In file included from /localdisk/hbae/LLVM/llvm-base/openmp/libomptarget/plugins-nextgen/common/PluginInterface/PluginInterface.cpp:11:0:
/localdisk/hbae/LLVM/llvm-base/openmp/libomptarget/plugins-nextgen/common/PluginInterface/PluginInterface.h: In member function ‘virtual llvm::Expected<std::unique_ptr<llvm::MemoryBuffer> > llvm::omp::target::plugin::GenericDeviceTy::doJITPostProcessing(std::unique_ptr<llvm::MemoryBuffer>) const’:
/localdisk/hbae/LLVM/llvm-base/openmp/libomptarget/plugins-nextgen/common/PluginInterface/PluginInterface.h:389:12: error: could not convert ‘MB’ from ‘std::unique_ptr<llvm::MemoryBuffer>’ to ‘llvm::Expected<std::unique_ptr<llvm::MemoryBuffer> >’
     return MB;
            ^~

Some older GCC's have problem with the implicit move on copy elision AFAIK. I'll add a std::move and let me know if that fixes it.

Yes, that fixes it. We have two more places in JIT.cpp (line 126, 185).

Looks like GCC 7.5 cannot build LLVM after this change.
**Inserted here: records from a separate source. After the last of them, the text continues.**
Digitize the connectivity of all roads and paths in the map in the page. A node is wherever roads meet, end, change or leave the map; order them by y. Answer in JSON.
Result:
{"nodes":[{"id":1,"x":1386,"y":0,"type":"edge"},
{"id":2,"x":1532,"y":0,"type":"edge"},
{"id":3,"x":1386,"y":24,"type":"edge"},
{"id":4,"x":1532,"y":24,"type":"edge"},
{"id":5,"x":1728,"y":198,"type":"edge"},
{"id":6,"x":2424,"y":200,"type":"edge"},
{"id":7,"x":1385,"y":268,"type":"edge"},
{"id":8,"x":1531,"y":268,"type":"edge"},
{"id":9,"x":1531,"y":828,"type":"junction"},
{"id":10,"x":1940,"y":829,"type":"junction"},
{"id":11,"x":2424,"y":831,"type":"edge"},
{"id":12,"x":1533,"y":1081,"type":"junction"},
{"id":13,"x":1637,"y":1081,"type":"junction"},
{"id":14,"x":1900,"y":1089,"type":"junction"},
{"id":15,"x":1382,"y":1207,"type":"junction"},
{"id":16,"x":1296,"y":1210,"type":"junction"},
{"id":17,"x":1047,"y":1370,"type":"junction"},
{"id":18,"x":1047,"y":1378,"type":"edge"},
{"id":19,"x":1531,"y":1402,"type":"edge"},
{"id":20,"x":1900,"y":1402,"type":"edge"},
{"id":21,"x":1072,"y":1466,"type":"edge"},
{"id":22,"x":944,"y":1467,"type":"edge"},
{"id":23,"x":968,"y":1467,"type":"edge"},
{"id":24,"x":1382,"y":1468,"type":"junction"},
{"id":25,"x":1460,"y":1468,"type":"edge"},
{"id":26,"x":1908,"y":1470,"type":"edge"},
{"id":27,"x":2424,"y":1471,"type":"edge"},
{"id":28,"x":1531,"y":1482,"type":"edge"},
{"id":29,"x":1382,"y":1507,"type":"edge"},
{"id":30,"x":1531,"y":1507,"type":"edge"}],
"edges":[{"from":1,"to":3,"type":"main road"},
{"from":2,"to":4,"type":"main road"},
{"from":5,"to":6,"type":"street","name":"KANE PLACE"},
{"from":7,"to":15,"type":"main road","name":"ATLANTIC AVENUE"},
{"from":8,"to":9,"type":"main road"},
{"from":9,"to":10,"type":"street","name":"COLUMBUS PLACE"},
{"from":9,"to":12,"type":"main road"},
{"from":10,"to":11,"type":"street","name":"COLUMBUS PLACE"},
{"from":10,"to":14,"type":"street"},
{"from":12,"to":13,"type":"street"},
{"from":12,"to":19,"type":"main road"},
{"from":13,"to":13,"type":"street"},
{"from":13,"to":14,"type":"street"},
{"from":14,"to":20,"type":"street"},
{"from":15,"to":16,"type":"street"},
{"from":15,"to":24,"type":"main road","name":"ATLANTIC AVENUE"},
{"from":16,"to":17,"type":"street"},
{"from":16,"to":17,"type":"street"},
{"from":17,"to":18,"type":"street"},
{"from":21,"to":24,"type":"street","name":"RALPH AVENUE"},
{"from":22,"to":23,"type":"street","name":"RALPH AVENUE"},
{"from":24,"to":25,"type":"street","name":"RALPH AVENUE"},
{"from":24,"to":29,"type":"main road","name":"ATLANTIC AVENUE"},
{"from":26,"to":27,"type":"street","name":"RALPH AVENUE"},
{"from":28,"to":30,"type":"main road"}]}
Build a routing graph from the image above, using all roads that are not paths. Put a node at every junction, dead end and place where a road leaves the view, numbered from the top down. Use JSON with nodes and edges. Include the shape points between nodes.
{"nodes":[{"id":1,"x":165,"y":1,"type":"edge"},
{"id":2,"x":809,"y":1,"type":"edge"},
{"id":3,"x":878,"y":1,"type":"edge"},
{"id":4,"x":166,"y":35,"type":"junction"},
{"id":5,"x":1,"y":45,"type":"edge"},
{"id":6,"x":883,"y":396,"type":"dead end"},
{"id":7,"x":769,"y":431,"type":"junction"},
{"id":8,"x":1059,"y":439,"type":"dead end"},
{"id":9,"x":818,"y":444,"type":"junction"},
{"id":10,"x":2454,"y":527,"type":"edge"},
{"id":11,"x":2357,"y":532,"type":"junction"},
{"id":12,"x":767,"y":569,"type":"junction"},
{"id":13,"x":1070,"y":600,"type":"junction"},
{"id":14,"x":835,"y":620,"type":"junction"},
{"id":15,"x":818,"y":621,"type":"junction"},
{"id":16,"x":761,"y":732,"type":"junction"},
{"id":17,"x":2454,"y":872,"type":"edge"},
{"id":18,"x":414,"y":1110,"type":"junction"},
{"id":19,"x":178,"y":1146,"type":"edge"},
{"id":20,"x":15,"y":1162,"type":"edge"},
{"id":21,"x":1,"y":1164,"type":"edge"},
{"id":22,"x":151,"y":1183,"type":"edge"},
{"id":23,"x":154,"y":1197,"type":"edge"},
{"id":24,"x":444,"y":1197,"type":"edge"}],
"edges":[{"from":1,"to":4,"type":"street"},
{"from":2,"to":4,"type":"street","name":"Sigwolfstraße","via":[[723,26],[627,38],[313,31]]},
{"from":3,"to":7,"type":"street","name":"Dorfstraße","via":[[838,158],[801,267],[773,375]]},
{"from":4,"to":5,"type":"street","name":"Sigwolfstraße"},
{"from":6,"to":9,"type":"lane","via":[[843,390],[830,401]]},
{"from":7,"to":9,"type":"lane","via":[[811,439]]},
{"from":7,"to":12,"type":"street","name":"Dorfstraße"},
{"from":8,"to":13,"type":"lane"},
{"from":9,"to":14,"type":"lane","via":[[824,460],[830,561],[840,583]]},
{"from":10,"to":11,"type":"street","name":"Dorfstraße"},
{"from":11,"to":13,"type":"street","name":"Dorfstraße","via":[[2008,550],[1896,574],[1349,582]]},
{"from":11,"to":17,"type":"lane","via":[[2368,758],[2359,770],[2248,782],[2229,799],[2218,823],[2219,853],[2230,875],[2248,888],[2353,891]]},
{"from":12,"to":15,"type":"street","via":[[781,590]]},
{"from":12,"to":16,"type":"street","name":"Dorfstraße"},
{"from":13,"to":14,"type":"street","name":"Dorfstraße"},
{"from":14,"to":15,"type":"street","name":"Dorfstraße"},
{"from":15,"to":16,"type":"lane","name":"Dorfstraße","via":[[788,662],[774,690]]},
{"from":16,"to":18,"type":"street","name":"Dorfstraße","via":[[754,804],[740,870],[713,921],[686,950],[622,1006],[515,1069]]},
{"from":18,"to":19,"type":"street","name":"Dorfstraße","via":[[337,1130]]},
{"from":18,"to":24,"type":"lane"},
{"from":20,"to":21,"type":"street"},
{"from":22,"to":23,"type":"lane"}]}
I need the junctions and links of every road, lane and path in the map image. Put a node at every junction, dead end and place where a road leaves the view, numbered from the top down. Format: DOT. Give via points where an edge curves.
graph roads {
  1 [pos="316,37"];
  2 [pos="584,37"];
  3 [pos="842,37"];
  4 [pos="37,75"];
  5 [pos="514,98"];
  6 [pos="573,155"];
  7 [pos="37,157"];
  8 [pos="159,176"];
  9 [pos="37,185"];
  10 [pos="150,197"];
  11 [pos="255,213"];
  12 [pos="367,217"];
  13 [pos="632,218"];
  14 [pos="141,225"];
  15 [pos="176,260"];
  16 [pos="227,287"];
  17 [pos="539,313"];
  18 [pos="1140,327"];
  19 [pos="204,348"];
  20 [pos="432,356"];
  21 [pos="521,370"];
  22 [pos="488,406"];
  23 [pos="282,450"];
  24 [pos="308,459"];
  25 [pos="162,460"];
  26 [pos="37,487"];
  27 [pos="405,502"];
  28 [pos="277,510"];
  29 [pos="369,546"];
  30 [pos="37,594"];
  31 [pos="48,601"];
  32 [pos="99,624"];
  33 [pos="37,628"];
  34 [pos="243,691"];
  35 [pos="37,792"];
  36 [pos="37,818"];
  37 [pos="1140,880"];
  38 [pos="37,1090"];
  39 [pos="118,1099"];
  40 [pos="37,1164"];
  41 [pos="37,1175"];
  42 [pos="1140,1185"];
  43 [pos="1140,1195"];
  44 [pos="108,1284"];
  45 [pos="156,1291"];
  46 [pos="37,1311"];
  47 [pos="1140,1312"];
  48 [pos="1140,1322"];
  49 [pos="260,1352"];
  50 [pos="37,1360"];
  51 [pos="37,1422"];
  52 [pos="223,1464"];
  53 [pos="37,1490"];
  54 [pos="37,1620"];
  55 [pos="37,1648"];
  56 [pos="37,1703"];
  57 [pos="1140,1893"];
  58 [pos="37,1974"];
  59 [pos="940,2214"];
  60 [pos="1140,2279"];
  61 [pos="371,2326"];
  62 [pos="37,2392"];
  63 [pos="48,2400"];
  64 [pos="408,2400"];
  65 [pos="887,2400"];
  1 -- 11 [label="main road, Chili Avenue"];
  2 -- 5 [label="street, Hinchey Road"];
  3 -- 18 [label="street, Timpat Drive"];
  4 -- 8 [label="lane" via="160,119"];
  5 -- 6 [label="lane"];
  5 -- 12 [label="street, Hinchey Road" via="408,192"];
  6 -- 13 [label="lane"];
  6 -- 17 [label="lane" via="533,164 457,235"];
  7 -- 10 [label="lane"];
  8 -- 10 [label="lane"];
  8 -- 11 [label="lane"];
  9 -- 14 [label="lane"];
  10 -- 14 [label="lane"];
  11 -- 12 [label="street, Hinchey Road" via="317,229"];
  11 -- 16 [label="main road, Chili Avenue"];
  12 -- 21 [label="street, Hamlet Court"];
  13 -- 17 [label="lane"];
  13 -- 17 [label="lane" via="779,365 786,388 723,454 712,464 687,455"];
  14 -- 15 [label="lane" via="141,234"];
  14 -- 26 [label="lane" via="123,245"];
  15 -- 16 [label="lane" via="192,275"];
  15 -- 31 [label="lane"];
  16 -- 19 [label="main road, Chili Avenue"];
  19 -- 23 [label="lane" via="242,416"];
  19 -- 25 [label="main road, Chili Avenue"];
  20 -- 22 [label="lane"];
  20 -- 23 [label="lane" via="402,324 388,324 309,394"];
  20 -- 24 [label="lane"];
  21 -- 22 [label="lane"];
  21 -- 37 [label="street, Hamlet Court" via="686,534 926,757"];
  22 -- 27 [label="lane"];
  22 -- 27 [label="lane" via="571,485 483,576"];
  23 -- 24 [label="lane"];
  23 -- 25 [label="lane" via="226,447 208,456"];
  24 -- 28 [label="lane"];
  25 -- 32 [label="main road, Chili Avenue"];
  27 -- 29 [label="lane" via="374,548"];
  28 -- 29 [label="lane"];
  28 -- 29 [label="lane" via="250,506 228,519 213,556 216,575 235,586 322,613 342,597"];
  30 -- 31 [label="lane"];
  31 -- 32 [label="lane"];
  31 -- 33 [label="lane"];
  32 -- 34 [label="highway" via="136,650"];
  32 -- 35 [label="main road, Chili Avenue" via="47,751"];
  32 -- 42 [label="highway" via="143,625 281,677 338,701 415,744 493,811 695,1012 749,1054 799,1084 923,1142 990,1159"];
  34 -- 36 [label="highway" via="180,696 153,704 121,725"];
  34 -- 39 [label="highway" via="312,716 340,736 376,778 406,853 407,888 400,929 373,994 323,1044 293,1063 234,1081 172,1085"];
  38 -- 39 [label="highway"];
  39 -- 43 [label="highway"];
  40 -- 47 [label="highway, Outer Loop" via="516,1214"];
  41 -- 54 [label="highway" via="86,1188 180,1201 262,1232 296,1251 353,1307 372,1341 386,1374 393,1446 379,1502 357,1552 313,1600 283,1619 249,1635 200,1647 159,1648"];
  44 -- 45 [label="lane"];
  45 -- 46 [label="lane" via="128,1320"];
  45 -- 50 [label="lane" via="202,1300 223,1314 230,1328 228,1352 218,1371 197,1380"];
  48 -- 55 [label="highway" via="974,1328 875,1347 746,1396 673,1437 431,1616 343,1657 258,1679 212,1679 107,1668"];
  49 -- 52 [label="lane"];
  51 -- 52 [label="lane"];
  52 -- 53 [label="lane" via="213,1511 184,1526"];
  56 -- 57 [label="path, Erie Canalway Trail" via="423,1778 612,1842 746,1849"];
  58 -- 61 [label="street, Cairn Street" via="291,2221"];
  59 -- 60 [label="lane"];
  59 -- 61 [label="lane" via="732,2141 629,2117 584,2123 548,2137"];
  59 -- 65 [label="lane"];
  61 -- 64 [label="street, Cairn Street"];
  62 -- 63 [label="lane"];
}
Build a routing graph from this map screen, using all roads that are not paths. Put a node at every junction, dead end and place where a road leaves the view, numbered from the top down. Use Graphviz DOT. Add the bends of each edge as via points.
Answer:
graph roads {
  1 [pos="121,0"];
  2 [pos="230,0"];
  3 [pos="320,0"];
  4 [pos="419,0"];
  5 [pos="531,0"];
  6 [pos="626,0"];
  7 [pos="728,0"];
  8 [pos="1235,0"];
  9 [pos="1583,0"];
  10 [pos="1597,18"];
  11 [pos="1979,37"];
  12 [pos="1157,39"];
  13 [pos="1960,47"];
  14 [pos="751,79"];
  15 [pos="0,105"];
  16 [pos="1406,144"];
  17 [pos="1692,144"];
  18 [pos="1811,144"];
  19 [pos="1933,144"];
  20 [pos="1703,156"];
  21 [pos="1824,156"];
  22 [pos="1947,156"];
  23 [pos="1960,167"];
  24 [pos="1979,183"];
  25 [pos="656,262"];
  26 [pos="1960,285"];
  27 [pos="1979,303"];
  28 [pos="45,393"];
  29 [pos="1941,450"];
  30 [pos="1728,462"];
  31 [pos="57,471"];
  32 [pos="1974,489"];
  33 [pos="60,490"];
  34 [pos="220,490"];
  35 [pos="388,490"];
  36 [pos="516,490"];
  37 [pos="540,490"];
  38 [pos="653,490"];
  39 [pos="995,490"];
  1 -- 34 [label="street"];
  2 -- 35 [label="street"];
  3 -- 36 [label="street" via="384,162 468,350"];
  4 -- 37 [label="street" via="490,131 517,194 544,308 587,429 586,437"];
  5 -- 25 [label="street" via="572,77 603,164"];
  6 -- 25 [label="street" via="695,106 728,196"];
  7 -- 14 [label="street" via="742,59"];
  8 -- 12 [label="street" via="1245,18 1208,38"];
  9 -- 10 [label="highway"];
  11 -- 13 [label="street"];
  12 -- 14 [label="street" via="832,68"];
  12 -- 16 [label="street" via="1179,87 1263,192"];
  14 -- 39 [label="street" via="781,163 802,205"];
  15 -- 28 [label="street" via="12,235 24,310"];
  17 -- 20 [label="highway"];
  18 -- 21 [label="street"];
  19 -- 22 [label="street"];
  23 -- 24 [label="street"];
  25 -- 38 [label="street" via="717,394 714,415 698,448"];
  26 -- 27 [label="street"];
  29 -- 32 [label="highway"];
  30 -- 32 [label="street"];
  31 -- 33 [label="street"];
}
Could you please take a look?

In file included from /localdisk/hbae/LLVM/llvm-base/openmp/libomptarget/plugins-nextgen/common/PluginInterface/PluginInterface.cpp:11:0:
/localdisk/hbae/LLVM/llvm-base/openmp/libomptarget/plugins-nextgen/common/PluginInterface/PluginInterface.h: In member function ‘virtual llvm::Expected<std::unique_ptr<llvm::MemoryBuffer> > llvm::omp::target::plugin::GenericDeviceTy::doJITPostProcessing(std::unique_ptr<llvm::MemoryBuffer>) const’:
/localdisk/hbae/LLVM/llvm-base/openmp/libomptarget/plugins-nextgen/common/PluginInterface/PluginInterface.h:389:12: error: could not convert ‘MB’ from ‘std::unique_ptr<llvm::MemoryBuffer>’ to ‘llvm::Expected<std::unique_ptr<llvm::MemoryBuffer> >’
     return MB;
            ^~

Some older GCC's have problem with the implicit move on copy elision AFAIK. I'll add a std::move and let me know if that fixes it.

Yes, that fixes it. We have two more places in JIT.cpp (line 126, 185).

Thanks for pointing them out, I'll fix them right away.